Y voy a hacerlo, lo supe cuando estaba allí, en Paracuellos del Jarama, a las seis de la tarde, con buena parte de mi familia alrededor y de Isel, tomando unos vinos y riéndonos de todo. Lo supe justo cuando mi hermano le daba la vuelta al costillar y mi cuñada se reía a la sombra de las sombrillas, cuando mis nuevas primas de Centroamérica compartían su música y hablaban del sol al otro lado del Atlántico pero lo supe sobre todo cuando Isel me miraba sin miedo, cuando Isel me abrazaba y me hablaba de que sus primitos fueron quienes inflaron los globos que ahora estallaban a modo de celebración por el calor del Madrid veraniego. Fueron los globos, yo miré esos globos que reventaban por la presión, por una teoría cinética de los gases de lo más simple, fue por los globos reflejados en los ojos de Isel que yo me vi a mí mismo hincharme hasta ocupar todo lo que mi carne era capaz de soportar y entonces: plaaaaffff!!! Ser aire, ir al aire y respirarlo con todos mis átomos abarcando la atmósfera. Me sentí a gusto y vi con claridad todo lo que sería capaz de hacer por esa chica extraña que ha despertado a mi dormido.
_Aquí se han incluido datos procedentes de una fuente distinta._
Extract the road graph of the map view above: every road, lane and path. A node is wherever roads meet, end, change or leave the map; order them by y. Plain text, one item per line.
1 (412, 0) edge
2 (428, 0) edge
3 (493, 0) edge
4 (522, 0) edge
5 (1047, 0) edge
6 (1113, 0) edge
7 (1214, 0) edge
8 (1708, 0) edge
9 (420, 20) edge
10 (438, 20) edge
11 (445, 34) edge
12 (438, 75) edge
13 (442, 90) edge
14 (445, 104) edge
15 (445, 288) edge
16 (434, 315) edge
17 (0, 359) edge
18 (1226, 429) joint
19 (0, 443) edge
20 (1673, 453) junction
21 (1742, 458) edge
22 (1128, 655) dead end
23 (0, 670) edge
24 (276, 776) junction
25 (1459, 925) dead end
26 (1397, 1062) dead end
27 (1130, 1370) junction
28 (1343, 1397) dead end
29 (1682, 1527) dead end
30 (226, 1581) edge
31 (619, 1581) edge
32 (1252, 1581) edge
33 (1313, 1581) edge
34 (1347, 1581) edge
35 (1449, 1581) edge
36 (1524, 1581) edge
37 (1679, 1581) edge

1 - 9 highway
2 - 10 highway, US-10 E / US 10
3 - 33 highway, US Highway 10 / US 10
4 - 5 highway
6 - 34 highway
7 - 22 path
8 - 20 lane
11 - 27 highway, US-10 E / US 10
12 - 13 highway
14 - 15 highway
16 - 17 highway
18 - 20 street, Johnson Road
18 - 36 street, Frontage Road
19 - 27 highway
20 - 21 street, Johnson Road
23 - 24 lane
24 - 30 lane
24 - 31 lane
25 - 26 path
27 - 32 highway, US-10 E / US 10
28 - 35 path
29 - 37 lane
A veces explotamos porque el aire ha de ir al aire si se quema de presión. Y todo eso empezó el viernes por la tarde. El viernes, menudo día para ser un globo.

jueves, 16 de junio de 2011

Estorbo

Yo he crecido y alardeado de viento,
yo he mirado a las cosas desde mi altura
y me saquearon los frontispicios,
yo he llegado tan alto que apenas he alcanzado
a ver.

También yo he esperado mi turno,
también yo he dormido pensando en la gloria,
y me enamoré de los azulejos de la acera
y conté hasta decir basta
y lo repetí:
basta.

Yo he crecido en el pueblo de todos los miramientos,
he sido yo el que huí de la sombra de los susurros
hasta alcanzar la cima del aquelarre
donde todos gozan sin saber honrar
el bien.

Yo he huido
del mal
para
encontrarlo.

Y a mi casa vinieron a vivir los francotiradores
para llenarme la actitud de varicela,
y he tenido miedo de tener miedo
y he soñado hasta enloquecer.

Es ahora
que Isel me quiere
que no debato.

Sólo trato
de estorbar
y, entonces,
la vida.

lunes, 13 de junio de 2011

Volver

Los pintores saben muy bien lo que es la luz y mi pueblo, como pintor, lo sabe. Amanece en él el verde oliva cada mañana bordeando de sol la cáscara de yeso de las casas repartidas en cuadrículas más o menos dispersas. Uno de los espectáculos más hermosos del mundo sucede cuando mi pueblo se pone a pintar tan pronto le llega la luz. Asomados al balcón, Isel y yo esperamos a que el cielo saque su paleta y nos muestre la vida: al fondo la iglesia de San Juan Evangelista sobresale de entre el resto de edificios alzando al aire su cabeza de renacimiento. Tras ella, lejos, pero la perspectiva hace parecer que más bien cerca, una oleada de humo se levanta dando un aspecto tétrico y medieval a la vista, llenando el ambiente de un olor fuerte en exceso; se trata de la orujera que no cesa en su batiente hoguera de sueños. Todos los rayos de las primeras luces le entran en cónica a Isel por los ojos. Ahora hay dos sumideros en la terraza, el del agua y el de la luz a cubos por las persianas de mi poesía.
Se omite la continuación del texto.